Il concetto di entelechia, parola a cui approda la ricerca di Leonardo Sciascia intorno all’essenza della fotografia, mi si offre come punto di partenza per una riflessione nata dall’osservazione di tanti ritratti pittorici e fotografici.

“Il ritratto fotografico come entelechia”, è il titolo del saggio che ho letto, ideato da Sciascia, ispirato a un verso di Paul Valery:

«Se mi trovassi davanti a questa effigie/ Ignoto a me stesso, ignaro dei miei lineamenti/ In tante orrende pieghe d'angoscia e d'energia/ Leggerei i miei tormenti e mi riconoscerei»

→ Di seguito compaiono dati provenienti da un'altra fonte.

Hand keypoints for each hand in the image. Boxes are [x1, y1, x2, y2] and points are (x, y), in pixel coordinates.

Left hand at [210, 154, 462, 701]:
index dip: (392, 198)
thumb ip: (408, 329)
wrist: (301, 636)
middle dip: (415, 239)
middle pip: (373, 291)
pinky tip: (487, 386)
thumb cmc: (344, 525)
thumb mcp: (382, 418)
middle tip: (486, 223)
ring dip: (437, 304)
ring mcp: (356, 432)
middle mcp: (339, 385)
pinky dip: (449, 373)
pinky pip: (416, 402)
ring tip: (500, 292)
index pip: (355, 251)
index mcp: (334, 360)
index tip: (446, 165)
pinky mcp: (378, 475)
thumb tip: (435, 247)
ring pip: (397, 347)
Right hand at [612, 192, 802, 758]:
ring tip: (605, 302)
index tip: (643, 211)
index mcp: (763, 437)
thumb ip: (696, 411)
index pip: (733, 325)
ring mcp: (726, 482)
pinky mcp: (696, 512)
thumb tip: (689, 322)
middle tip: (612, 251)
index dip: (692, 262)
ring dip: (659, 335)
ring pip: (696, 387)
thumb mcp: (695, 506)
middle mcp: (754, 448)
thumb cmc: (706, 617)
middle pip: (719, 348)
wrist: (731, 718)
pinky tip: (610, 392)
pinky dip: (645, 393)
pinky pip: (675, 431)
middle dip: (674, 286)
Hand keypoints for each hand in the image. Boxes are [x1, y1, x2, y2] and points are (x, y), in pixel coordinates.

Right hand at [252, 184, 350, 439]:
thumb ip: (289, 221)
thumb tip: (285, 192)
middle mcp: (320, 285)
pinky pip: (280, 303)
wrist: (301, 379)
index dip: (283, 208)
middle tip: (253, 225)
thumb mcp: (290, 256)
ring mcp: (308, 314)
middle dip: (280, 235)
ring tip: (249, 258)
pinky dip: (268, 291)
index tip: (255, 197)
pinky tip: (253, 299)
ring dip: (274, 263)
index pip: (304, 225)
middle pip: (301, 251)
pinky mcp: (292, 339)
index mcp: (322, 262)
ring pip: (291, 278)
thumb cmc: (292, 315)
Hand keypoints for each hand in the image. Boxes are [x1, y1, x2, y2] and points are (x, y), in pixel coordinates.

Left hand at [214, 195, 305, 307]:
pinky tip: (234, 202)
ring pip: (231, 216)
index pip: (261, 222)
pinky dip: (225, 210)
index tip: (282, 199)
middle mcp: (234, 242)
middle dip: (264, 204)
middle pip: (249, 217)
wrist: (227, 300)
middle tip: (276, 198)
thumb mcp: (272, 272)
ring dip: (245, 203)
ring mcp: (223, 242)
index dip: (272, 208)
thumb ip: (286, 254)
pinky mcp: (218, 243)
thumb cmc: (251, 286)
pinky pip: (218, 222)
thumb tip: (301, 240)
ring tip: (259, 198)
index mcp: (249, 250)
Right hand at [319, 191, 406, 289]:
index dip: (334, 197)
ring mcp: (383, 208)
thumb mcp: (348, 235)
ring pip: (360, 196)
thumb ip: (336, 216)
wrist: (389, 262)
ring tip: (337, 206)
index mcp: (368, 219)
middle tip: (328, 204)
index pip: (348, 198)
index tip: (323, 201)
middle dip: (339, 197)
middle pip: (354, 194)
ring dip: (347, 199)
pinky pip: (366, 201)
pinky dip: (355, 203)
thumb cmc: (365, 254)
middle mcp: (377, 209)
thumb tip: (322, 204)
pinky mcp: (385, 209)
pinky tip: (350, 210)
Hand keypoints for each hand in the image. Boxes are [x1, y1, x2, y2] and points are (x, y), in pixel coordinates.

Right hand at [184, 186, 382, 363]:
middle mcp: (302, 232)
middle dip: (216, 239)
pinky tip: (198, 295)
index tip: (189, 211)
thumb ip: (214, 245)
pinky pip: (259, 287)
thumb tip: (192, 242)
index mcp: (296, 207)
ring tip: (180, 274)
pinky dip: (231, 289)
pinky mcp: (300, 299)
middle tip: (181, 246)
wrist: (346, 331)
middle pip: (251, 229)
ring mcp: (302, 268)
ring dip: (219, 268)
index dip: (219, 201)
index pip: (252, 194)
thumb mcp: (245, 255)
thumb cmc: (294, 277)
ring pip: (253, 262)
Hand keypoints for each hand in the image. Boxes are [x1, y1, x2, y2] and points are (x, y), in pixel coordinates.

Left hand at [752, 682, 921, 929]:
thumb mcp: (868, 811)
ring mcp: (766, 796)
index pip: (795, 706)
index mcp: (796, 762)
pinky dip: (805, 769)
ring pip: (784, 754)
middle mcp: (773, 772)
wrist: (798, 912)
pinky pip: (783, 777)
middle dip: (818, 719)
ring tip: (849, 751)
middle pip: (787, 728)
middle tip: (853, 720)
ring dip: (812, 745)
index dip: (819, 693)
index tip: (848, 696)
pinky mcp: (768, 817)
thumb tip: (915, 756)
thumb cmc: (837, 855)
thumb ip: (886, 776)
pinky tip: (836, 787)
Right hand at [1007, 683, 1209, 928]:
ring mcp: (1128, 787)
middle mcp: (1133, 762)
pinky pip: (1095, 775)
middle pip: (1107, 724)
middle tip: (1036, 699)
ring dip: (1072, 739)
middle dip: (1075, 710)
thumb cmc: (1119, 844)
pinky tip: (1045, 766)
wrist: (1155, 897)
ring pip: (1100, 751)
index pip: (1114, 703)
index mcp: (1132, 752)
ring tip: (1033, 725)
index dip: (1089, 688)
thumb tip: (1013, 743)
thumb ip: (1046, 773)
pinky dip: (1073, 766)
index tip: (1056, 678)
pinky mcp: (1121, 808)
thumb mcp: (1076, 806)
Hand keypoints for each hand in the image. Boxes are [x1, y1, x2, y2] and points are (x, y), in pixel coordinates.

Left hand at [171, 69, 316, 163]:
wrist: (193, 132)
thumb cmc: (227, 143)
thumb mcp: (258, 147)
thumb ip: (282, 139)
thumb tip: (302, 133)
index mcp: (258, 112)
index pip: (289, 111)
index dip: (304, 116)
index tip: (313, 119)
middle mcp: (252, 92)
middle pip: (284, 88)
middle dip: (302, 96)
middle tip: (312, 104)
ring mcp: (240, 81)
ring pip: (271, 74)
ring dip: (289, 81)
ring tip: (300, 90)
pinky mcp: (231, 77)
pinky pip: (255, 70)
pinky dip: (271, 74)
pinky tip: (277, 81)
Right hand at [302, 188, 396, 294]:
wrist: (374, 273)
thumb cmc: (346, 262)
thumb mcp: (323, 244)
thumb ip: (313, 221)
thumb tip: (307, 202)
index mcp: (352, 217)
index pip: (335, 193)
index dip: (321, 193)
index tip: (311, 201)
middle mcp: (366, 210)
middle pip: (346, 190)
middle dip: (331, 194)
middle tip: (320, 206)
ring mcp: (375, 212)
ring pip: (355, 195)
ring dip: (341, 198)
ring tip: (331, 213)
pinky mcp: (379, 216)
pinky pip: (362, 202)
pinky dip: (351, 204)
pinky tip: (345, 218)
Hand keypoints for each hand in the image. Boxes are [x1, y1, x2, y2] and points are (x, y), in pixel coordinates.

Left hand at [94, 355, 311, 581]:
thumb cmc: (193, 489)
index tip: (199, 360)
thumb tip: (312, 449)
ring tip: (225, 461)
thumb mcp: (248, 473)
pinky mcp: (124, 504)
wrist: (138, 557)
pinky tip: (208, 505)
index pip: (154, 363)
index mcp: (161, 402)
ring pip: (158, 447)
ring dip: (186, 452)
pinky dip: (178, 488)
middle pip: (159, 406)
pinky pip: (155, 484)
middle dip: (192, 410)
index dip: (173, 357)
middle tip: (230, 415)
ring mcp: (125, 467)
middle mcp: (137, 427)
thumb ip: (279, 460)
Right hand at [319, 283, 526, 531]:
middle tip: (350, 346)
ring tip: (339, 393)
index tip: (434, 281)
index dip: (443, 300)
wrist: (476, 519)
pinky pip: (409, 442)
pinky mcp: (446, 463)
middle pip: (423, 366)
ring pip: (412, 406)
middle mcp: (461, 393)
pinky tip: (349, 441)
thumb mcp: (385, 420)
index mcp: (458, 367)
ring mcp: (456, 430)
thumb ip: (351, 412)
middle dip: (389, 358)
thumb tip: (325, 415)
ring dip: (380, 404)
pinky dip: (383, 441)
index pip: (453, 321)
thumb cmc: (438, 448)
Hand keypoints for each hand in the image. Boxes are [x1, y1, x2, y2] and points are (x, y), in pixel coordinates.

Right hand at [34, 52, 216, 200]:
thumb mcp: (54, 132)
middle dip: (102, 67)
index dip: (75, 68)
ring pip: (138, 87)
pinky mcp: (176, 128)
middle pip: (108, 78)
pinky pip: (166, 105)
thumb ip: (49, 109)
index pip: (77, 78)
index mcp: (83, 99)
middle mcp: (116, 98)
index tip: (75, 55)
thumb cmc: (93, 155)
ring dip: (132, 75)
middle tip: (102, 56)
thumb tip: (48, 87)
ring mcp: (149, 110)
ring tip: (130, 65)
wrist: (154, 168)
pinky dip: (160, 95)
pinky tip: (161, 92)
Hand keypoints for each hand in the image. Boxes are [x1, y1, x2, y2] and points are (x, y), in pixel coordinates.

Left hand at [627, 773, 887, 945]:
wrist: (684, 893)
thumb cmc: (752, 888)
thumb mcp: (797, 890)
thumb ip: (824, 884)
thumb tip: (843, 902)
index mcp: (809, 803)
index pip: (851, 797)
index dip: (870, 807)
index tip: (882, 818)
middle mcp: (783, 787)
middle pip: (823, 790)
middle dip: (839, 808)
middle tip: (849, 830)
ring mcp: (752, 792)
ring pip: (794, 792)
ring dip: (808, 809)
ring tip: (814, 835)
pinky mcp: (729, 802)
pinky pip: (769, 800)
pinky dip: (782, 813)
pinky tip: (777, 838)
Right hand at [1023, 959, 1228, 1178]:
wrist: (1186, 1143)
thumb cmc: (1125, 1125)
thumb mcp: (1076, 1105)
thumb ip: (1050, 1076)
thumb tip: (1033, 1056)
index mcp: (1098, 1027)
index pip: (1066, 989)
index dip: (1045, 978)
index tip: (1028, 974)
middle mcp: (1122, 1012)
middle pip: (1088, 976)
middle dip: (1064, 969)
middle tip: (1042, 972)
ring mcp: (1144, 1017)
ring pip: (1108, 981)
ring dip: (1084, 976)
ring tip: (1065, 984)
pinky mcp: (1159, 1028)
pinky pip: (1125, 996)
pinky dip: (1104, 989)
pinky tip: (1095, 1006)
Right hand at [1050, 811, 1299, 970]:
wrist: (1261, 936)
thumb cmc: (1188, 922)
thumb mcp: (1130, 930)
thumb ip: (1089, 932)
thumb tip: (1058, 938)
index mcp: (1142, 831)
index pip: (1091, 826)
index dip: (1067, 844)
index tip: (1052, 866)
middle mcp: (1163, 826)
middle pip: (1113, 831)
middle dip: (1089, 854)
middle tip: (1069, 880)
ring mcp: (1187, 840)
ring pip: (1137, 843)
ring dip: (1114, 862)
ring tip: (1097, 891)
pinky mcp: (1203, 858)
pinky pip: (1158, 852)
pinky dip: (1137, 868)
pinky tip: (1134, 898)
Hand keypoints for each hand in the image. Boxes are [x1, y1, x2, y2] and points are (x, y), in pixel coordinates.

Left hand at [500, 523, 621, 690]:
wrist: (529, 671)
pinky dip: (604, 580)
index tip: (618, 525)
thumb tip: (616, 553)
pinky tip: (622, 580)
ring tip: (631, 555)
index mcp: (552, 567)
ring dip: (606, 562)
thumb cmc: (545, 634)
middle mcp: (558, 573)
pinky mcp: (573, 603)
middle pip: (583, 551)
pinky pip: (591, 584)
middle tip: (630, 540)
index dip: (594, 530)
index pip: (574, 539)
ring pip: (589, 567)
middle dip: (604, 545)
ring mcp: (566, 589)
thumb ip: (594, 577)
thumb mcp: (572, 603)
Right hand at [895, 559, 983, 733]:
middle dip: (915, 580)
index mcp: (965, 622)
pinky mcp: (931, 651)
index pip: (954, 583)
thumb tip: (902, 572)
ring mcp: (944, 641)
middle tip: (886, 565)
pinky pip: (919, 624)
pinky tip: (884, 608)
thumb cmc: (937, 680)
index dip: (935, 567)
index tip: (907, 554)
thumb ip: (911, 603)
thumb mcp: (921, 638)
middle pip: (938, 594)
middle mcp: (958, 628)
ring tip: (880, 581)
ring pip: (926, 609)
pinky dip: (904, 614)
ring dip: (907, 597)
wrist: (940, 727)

Nell’ approfondire il tema, sono stata colpita anche dalla lettura di un’ intervista del fotografo Franco Carlisi, al fotografo Guido Harari, dove in un passaggio, Carlisi chiede ad Harari:

F.C.: Il ritratto di un artista, che magari abbiamo conosciuto attraverso le sue opere, pare collocarsi in una sospensione temporale o meglio in un tempo immutabile dove convergono, i percorsi della sua opera e della sua vita. Considerando il ritratto come entelechia, qual è l’idea del tempo che in esso si dispiega?
G. H: Siamo tentati di riconoscere a un ritratto una capacità di sintesi del soggetto che di fatto non possiede. Un ritratto coglie un intervallo infinitesimale nella vita del fotografo e del fotografato, due universi che collidono per una frazione di secondo. Un falso mito promuove poi quell’immagine, frutto di una collisione spesso frettolosa, a icona rappresentativa dell’interezza del percorso esistenziale del soggetto. È una trappola sentimentale, nulla di più, un abbaglio prospettico. Spesso il ritratto esibisce soltanto quello che il soggetto voleva che il fotografo vedesse o peggio ciò che il soggetto riteneva vendesse bene qualcosa di sé.
Punto di vista condivisibile, quello di Guido Harari, se si pensa che la fotografia è ontologicamente una sintesi, “un intervallo infinitesimale nella vita del fotografo e del fotografato” / “un abbaglio prospettico”, teoria che collima perfettamente con quella di Praz, che apre Il saggio: “Il ritratto fotografico come entelechia” demolendo il luogo comune della maggiore somiglianza della fotografia rispetto alla pittura.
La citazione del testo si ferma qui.